An eye on understanding our lifestyle choices

August 30, 2023 Professor Jennifer Craig and Dr Kalika Bandamwar on behalf of the TFOS Lifestyle Workshop membership

Recognising that everyday activities and exposures risk unintended consequences on the ocular surface was the driver behind the Tear Film and Ocular Surface Society’s (TFOS’) latest workshop. The TFOS Lifestyle Workshop, led by Professors Jennifer Craig (chair, New Zealand) and Monica Alves (vice-chair, Brazil) and Associate Professor David Sullivan (organiser, USA), involved 158 experts from 38 countries¹. Eight subcommittees generated topic area reports tackling relevant aspects of modern lifestyle. Three additional subcommittees provided further support across the breadth of the workshop on evidence quality, industry liaison and public awareness. The Evidence Quality subcommittee (a new initiative in this TFOS workshop) was tasked with promoting inclusion of relevant, high-quality evidence in the narrative review and reduced emphasis on outcomes from poorer quality evidence². This subcommittee’s members also led a systematic review within each topic to answer a key clinical question in the final reports.

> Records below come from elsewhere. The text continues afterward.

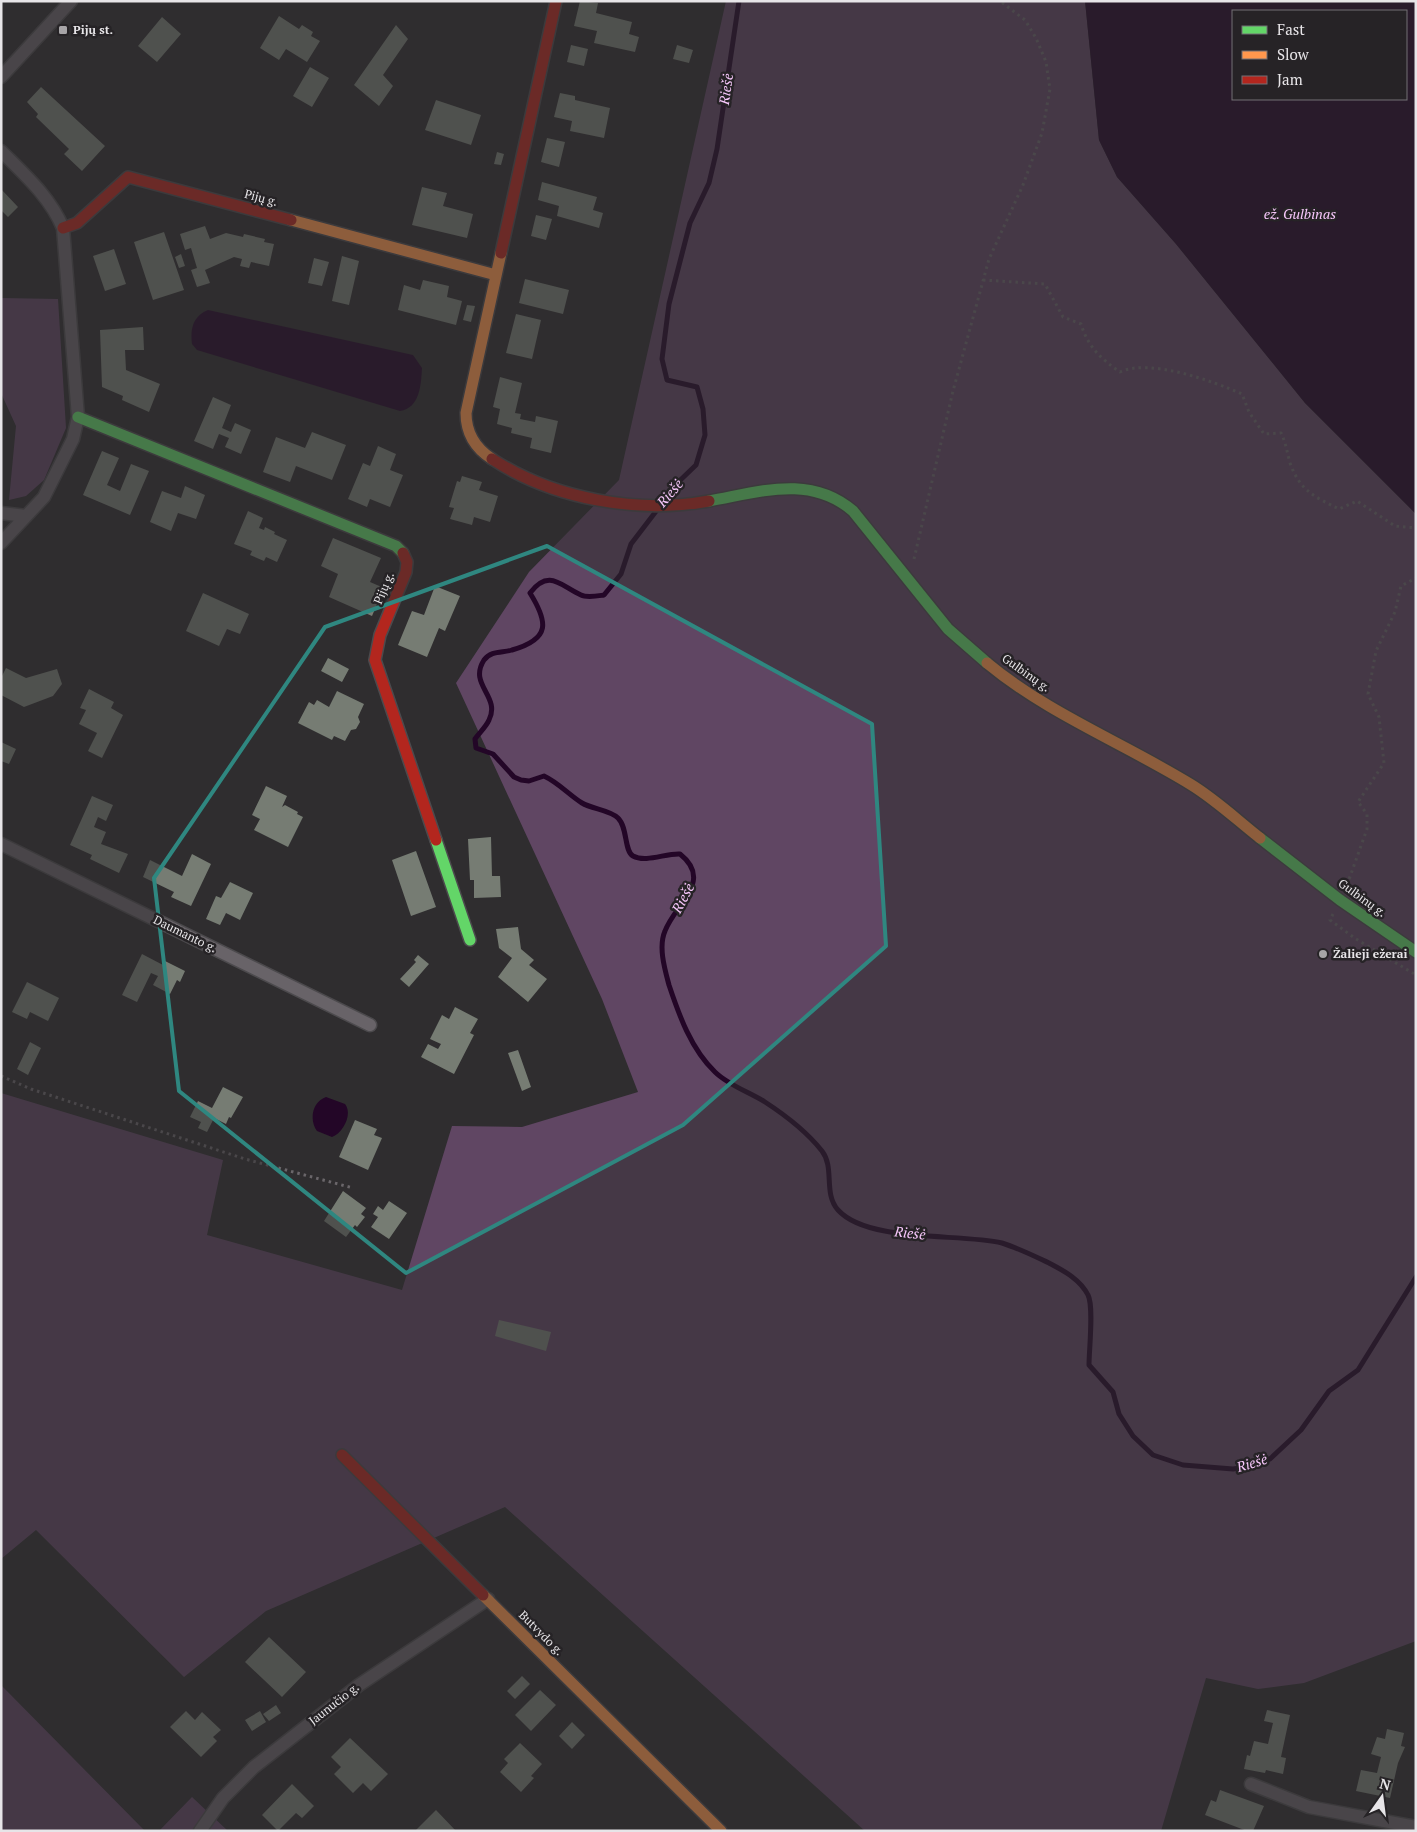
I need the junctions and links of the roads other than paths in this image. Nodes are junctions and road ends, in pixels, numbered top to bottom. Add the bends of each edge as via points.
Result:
1 (71, 1) edge
2 (556, 1) edge
3 (1, 77) edge
4 (1, 151) edge
5 (63, 228) junction
6 (496, 275) junction
7 (78, 417) junction
8 (1, 513) edge
9 (26, 516) junction
10 (1, 543) edge
11 (1, 844) edge
12 (470, 940) dead end
13 (1416, 952) edge
14 (370, 1024) dead end
15 (342, 1455) dead end
16 (488, 1599) junction
17 (1251, 1784) dead end
18 (1416, 1827) edge
19 (200, 1831) edge
20 (721, 1831) edge

1 - 3 street
2 - 6 street
4 - 5 street via 45,197
5 - 6 street, Pijų g. via 77,222 128,177
5 - 7 street
6 - 13 street, Gulbinų g. via 466,413 466,426 470,438 498,464 569,492 621,502 673,506 795,488 818,491 836,498 853,511 948,629 1008,680 1192,785 1343,902
7 - 9 street via 73,439 44,497
7 - 12 street, Pijų g. via 396,546 404,554 406,574 378,638 374,660
8 - 9 street
9 - 10 street
11 - 14 street, Daumanto g.
15 - 16 street, Butvydo g.
16 - 19 street, Jaunučio g. via 358,1685 254,1767 223,1798
16 - 20 street, Butvydo g.
17 - 18 street via 1309,1807

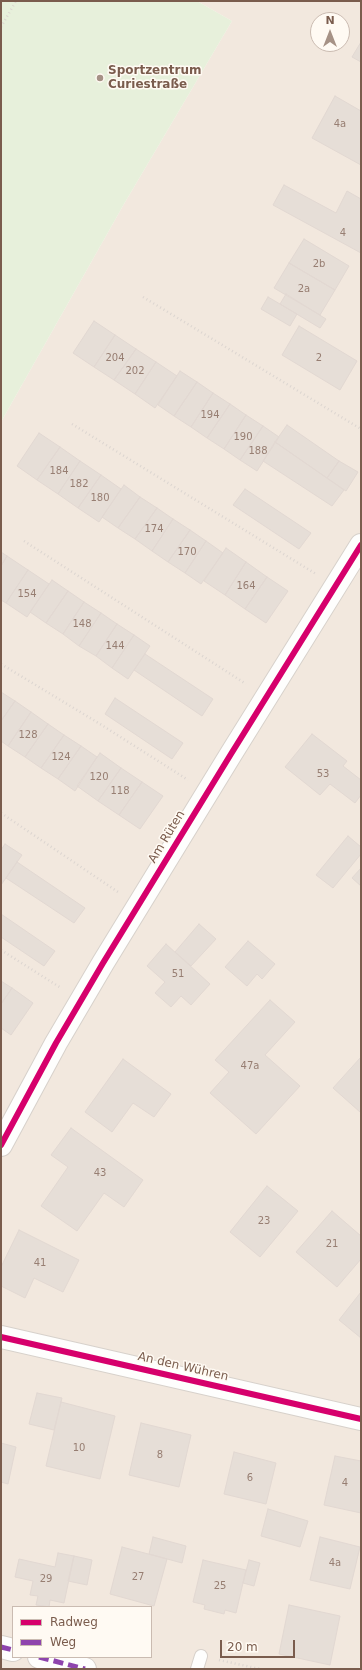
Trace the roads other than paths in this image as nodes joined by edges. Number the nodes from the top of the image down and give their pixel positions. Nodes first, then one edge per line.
1 (361, 545) edge
2 (1, 1145) edge
3 (1, 1337) edge
4 (361, 1420) edge
5 (1, 1647) edge
6 (12, 1650) edge
7 (200, 1656) road end
8 (43, 1658) edge
9 (85, 1669) edge
10 (197, 1669) edge

1 - 2 street, Am Rüten
3 - 4 street, An den Wühren
5 - 6 street
7 - 10 lane
8 - 9 street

An overview of each follows, sharing some of the latest evidence-based recommendations, including lifestyle factors to watch out for in patient interactions. It is important to note that the current literature doesn’t give us all the answers at this point. An important objective of the TFOS reports is also to highlight areas where knowledge is presently lacking to help direct future research.


Contact lenses


Contact lenses (CLs) improve quality of life for millions across the world but appreciating how wear choices can impact safety and performance is important³. Comfort and vision are reduced with non-adherence to scheduled replacement, which is especially concerning for daily disposable lens wearers untrained in safe overnight lens storage practices. Sleeping in contact lenses remains the single largest risk factor for microbial keratitis, along with topping off solutions, failing to regularly clean and replace cases and exposing lenses to tap water.


Daily disposable lenses enjoy the lowest complication rate and highest compliance levels of all wear modalities and are rated top by patients for convenience. Their disposal has potential environmental impacts though, so find out the appropriate local disposal and recycling options for contact lenses, packaging and care products to advise your patients.


CL choices that patients make can similarly impact performance. Purchasing lenses from unregulated outlets and lack of ongoing care increases risks. Wear may also be more complicated for those with systemic diseases with ocular surface manifestations such as diabetes, but ocular allergy sufferers may benefit from the physical barrier contact lenses provide, reducing ocular surface exposure to airborne allergens. Adverse environmental factors such as high altitude, low humidity, wind and pollution, as well as smoking and vaping can adversely impact contact lens success, so may also be worthy of discussion with patients.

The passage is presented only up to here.